New Delhi: Subedar Rajvir is a dedicated Army man who belongs to a village in Rajasthan. During his military training in 2019, he registered as a potential blood stem cell donor at a registration event conducted by DKMS BMST Foundation India, a nonprofit organisation dedicated to the fight against blood cancer and blood disorders. Earlier this year, he was on duty at the Indian border when he was informed that he has come up as a match for a blood cancer patient in need of an urgent stem cell transplant.
Casual leaves are uncommon for army personnel serving in delicate border situations, but his determination to save a life led him to Bangalore. Rajvir donated his blood stem cells in June 2021, and now he’s on a pursuit to inspire and motivate his colleagues, friends, and family to do the same.
India ranks 3rd highest, after the US and China in reported blood cancer cases. Many patients are children and young people whose only chance of recovery is a stem cell transplant for which they need healthy blood stem cells donated from a matching donor. Only 30% of the patients find a match in their family and rest 70% depends on finding an unrelated matching donor.

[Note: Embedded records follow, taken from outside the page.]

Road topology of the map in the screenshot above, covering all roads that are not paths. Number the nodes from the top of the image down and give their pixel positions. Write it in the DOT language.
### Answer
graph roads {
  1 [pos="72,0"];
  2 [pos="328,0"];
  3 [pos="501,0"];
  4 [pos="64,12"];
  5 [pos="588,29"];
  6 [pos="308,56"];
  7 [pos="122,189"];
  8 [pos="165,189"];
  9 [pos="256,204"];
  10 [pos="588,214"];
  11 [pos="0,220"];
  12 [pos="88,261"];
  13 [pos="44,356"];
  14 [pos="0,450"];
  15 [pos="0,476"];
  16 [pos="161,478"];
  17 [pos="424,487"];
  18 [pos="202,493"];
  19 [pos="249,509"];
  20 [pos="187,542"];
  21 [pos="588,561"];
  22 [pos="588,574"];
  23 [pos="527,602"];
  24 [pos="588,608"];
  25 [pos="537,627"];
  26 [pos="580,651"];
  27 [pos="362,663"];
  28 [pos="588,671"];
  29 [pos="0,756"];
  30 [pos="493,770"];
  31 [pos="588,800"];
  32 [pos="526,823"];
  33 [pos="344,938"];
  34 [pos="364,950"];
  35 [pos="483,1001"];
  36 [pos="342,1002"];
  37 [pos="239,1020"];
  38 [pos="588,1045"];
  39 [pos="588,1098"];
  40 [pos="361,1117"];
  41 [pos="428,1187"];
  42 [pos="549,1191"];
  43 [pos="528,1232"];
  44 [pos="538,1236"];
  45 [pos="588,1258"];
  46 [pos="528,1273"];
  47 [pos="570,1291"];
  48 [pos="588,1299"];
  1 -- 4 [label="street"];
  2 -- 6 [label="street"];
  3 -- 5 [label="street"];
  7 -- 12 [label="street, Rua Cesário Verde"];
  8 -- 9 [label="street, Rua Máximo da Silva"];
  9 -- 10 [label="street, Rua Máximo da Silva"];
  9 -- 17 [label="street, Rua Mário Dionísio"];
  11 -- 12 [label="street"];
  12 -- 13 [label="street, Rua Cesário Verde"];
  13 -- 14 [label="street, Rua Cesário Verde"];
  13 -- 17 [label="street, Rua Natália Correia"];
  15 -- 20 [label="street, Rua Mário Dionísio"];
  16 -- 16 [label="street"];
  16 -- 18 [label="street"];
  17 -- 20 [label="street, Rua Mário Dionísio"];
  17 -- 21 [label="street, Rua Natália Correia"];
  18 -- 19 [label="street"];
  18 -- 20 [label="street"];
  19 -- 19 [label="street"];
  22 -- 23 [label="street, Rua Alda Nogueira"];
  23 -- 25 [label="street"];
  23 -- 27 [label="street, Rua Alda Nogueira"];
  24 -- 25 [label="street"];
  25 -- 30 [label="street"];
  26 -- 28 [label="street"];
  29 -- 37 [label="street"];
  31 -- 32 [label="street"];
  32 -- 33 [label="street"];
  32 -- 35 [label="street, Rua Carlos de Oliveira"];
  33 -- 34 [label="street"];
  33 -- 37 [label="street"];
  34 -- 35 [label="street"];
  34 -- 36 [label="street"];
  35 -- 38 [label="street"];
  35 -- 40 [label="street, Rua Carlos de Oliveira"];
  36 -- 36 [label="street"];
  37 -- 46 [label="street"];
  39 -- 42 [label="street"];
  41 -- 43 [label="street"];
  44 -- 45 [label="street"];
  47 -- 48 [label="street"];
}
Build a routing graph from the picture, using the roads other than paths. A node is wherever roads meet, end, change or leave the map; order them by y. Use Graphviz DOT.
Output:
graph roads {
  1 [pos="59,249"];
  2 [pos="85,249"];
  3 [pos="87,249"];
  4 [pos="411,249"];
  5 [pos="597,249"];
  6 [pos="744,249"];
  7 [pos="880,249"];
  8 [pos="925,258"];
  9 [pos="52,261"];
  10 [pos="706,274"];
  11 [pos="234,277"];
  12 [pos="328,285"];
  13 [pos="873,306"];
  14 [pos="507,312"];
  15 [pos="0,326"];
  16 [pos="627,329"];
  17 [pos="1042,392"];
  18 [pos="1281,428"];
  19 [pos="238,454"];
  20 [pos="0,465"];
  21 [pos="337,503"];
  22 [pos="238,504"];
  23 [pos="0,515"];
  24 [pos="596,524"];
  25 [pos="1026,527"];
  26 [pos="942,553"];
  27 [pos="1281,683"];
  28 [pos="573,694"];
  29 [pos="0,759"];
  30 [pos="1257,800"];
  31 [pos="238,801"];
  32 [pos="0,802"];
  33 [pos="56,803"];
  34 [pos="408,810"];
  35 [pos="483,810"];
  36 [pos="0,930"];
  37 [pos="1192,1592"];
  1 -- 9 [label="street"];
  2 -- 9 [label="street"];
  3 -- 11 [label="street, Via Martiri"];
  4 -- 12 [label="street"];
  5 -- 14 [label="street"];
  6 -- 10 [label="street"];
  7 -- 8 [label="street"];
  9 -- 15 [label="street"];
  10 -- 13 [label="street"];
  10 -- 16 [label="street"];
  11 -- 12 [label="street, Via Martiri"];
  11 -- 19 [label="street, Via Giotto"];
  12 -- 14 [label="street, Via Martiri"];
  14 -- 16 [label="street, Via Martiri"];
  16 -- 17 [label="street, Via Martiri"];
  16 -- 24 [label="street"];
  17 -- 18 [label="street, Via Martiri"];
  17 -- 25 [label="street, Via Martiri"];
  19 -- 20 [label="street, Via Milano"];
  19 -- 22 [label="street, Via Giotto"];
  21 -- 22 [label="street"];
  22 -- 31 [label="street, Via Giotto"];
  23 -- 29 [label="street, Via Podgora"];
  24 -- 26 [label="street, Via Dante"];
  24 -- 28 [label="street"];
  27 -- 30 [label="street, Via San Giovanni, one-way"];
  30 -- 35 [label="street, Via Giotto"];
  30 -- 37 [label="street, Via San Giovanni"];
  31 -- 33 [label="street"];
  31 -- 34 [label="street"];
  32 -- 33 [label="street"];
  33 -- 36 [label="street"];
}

For a blood stem cell transplant to succeed, it is important that the HLA (Human Leukocyte Antigen) of the donor and patient are a close match. Ethnicity plays a key role in finding the perfect match, as patients and donors of Indian origin have unique HLA characteristics that are severely under-represented in the global database that makes the probability of finding a matching donor even more difficult. This situation can only be improved by recruiting as many potential blood stem cell donors as possible from India.

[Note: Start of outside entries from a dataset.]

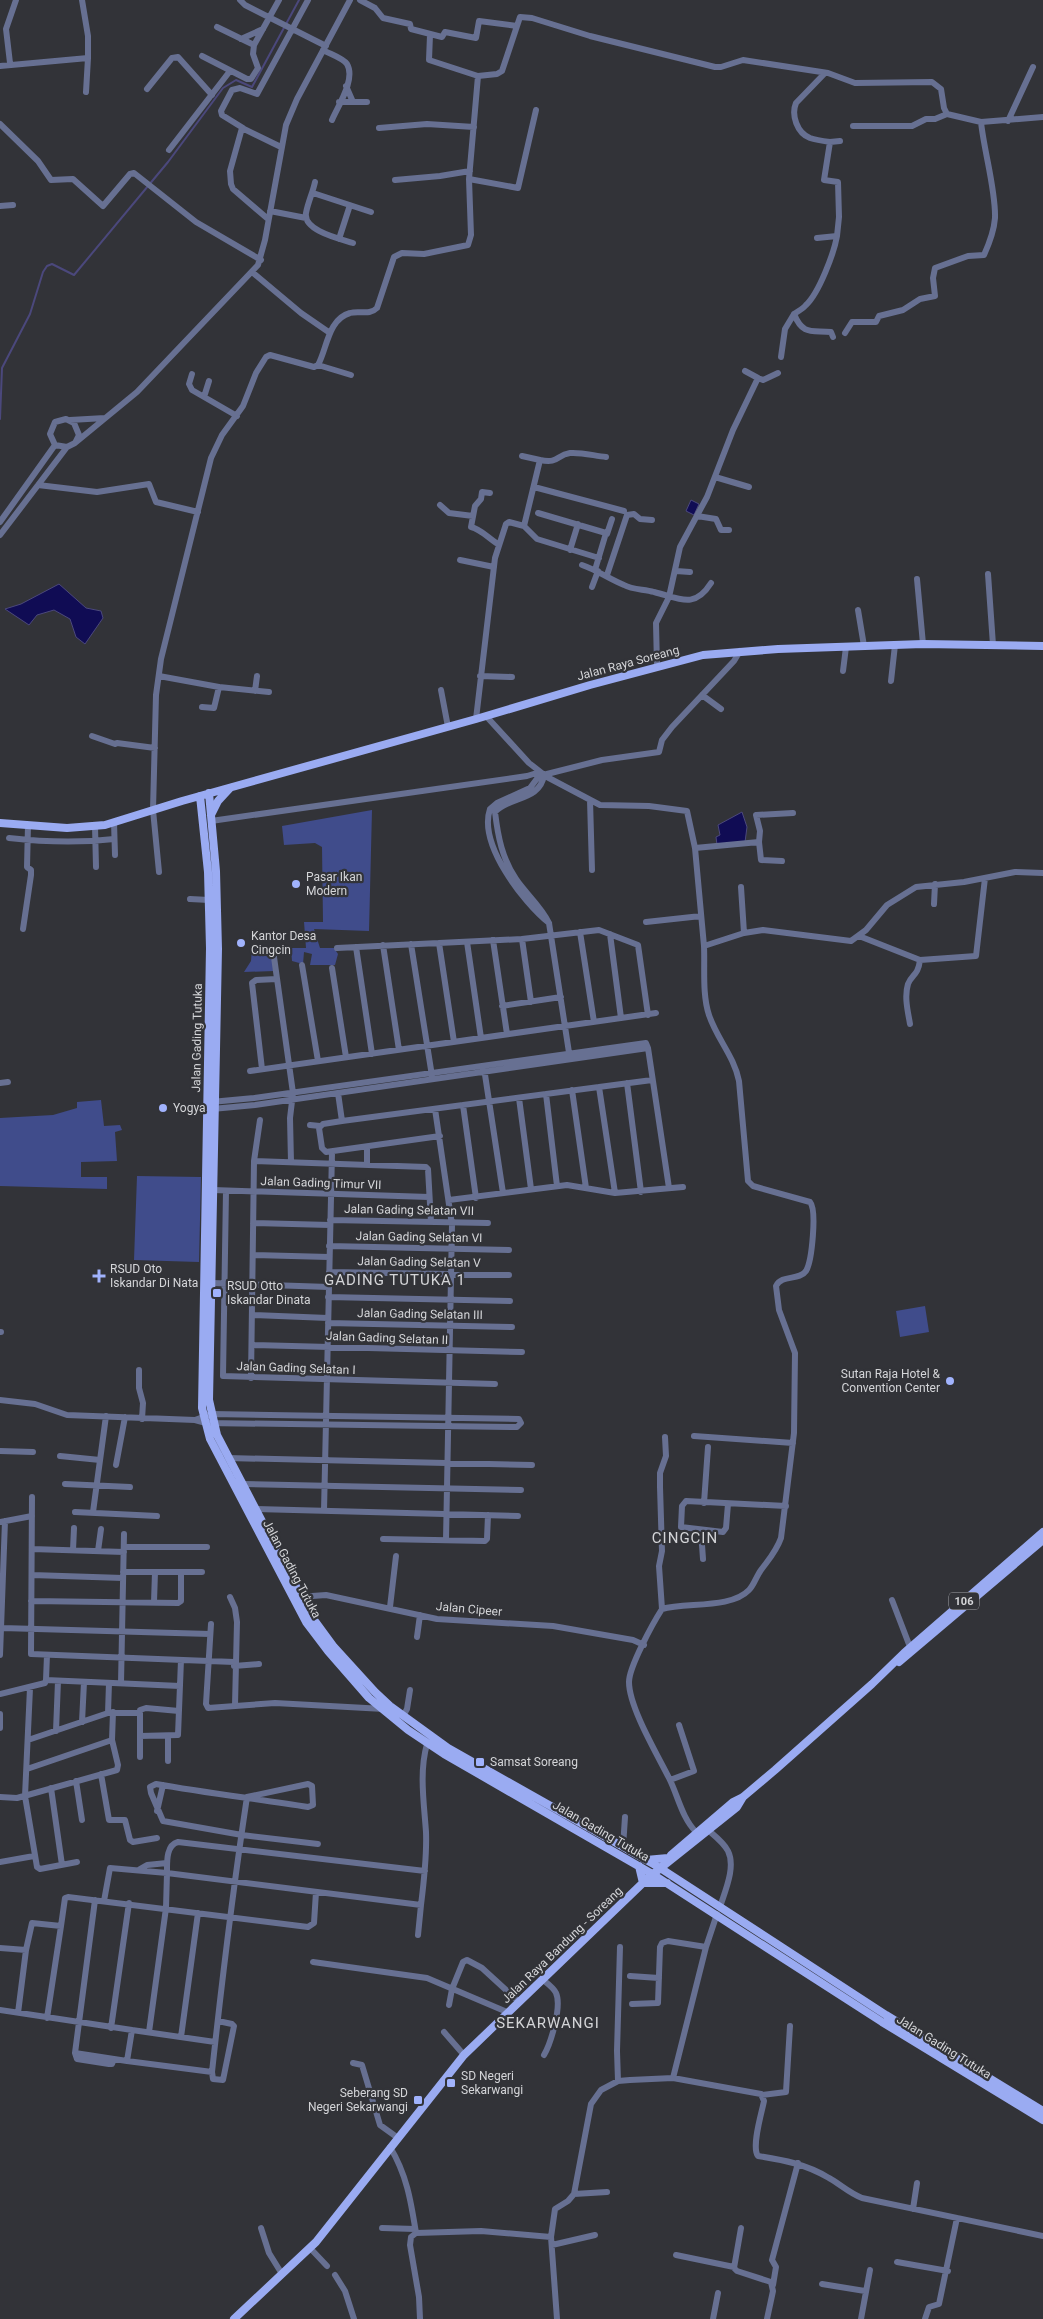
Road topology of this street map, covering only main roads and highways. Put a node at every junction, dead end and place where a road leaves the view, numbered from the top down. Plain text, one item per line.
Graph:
1 (1043, 646) edge
2 (231, 787) junction
3 (209, 793) junction
4 (200, 796) junction
5 (211, 818) junction
6 (0, 823) edge
7 (210, 848) junction
8 (214, 931) junction
9 (211, 1106) junction
10 (209, 1285) junction
11 (209, 1419) junction
12 (1043, 1532) edge
13 (1043, 1540) edge
14 (296, 1597) junction
15 (887, 1670) junction
16 (387, 1708) junction
17 (500, 1782) junction
18 (743, 1797) junction
19 (671, 1858) junction
20 (646, 1860) junction
21 (639, 1866) junction
22 (652, 1874) junction
23 (676, 1880) junction
24 (668, 1883) junction
25 (718, 1910) junction
26 (980, 2078) junction
27 (1043, 2111) edge
28 (1043, 2120) edge
29 (234, 2319) edge

1 - 2 main road, Jalan Raya Soreang
2 - 3 main road, Jalan Raya Soreang
2 - 5 main road
3 - 4 main road, Jalan Raya Soreang
3 - 5 main road, Jalan Gading Tutuka
4 - 6 main road, Jalan Raya Soreang
4 - 7 main road, Jalan Gading Tutuka
5 - 7 main road, Jalan Gading Tutuka
7 - 8 main road, Jalan Gading Tutuka
7 - 8 main road, Jalan Gading Tutuka
8 - 9 main road, Jalan Gading Tutuka
9 - 10 main road, Jalan Gading Tutuka
9 - 10 main road, Jalan Gading Tutuka
10 - 11 main road, Jalan Gading Tutuka
11 - 14 main road, Jalan Gading Tutuka
11 - 14 main road, Jalan Gading Tutuka
12 - 15 main road, Jalan Raya Bandung - Soreang / 106
13 - 15 main road, Jalan Raya Bandung - Soreang / 106
14 - 16 main road, Jalan Gading Tutuka
15 - 18 main road, Jalan Raya Bandung - Soreang / 106
16 - 17 main road, Jalan Gading Tutuka
16 - 17 main road, Jalan Gading Tutuka
17 - 20 main road, Jalan Gading Tutuka
17 - 21 main road, Jalan Gading Tutuka
18 - 19 main road, Jalan Raya Bandung - Soreang / 106
18 - 19 main road, Jalan Raya Bandung - Soreang / 106
19 - 20 main road
19 - 22 main road, Jalan Raya Bandung - Soreang / 106
19 - 23 main road
20 - 22 main road, Jalan Gading Tutuka
21 - 22 main road, Jalan Gading Tutuka
21 - 22 main road
22 - 23 main road, Jalan Gading Tutuka
22 - 24 main road
22 - 24 main road, Jalan Gading Tutuka
22 - 29 main road, Jalan Raya Bandung - Soreang / 106
23 - 25 main road, Jalan Gading Tutuka
24 - 25 main road, Jalan Gading Tutuka
25 - 26 main road, Jalan Gading Tutuka
26 - 27 main road, Jalan Gading Tutuka
26 - 28 main road, Jalan Gading Tutuka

Patrick Paul, CEO, DKMS-BMST says, “We are dedicated to save lives, and the current pandemic will not deter us. Subedar Rajvir is a perfect example of altruism, and we appreciate his commitment not only towards his duty of serving the country but also as a human being! Any healthy individual between the age of 18-50 can now register themselves sitting at home using the online registration link www.dkms-bmst.org/register. Thousands of patients are still waiting for a life-saving stem cell transplant and one simple step can save someone’s life and give them a second opportunity to live.”

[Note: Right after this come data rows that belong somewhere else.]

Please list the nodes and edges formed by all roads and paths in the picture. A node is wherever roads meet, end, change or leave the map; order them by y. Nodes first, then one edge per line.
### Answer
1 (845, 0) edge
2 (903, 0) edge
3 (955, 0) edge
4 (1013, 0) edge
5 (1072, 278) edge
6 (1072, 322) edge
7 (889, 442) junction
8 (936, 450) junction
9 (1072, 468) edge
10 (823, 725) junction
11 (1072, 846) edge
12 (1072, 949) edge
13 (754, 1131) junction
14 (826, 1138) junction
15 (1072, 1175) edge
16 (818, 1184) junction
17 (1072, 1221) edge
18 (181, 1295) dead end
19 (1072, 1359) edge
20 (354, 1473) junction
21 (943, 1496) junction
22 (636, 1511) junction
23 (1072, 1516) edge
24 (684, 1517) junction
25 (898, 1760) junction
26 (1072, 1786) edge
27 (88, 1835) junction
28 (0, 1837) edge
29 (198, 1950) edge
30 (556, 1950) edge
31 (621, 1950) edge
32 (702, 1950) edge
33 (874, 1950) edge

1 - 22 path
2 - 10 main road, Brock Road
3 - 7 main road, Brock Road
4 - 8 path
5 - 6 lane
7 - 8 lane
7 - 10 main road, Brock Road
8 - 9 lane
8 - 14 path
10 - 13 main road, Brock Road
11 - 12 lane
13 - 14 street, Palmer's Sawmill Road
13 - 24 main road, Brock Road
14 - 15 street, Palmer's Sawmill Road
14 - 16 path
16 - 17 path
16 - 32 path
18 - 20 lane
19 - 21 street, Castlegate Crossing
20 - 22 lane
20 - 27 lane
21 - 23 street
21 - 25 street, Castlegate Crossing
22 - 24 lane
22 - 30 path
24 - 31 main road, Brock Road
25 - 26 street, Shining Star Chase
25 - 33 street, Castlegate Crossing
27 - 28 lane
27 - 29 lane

Describing his experience Rajvir said, “Given the rarity of finding a match, I had no idea if I will come as a match for a blood cancer patient. After two years of being in the donor pool, I finally donated my blood stem cells this year; it was an outpatient process just like blood platelet donation. I consider myself fortunate to have been able to help someone in this way.”
After you register yourself online, you will receive a swab kit and a consent form. You can swab the inside of your cheeks to collect tissue cells and post the swab kit back to DKMS-BMST. DKMS laboratory will then analyze your tissue type and your pseudonymized details will be available in the global search for blood stem cell donors.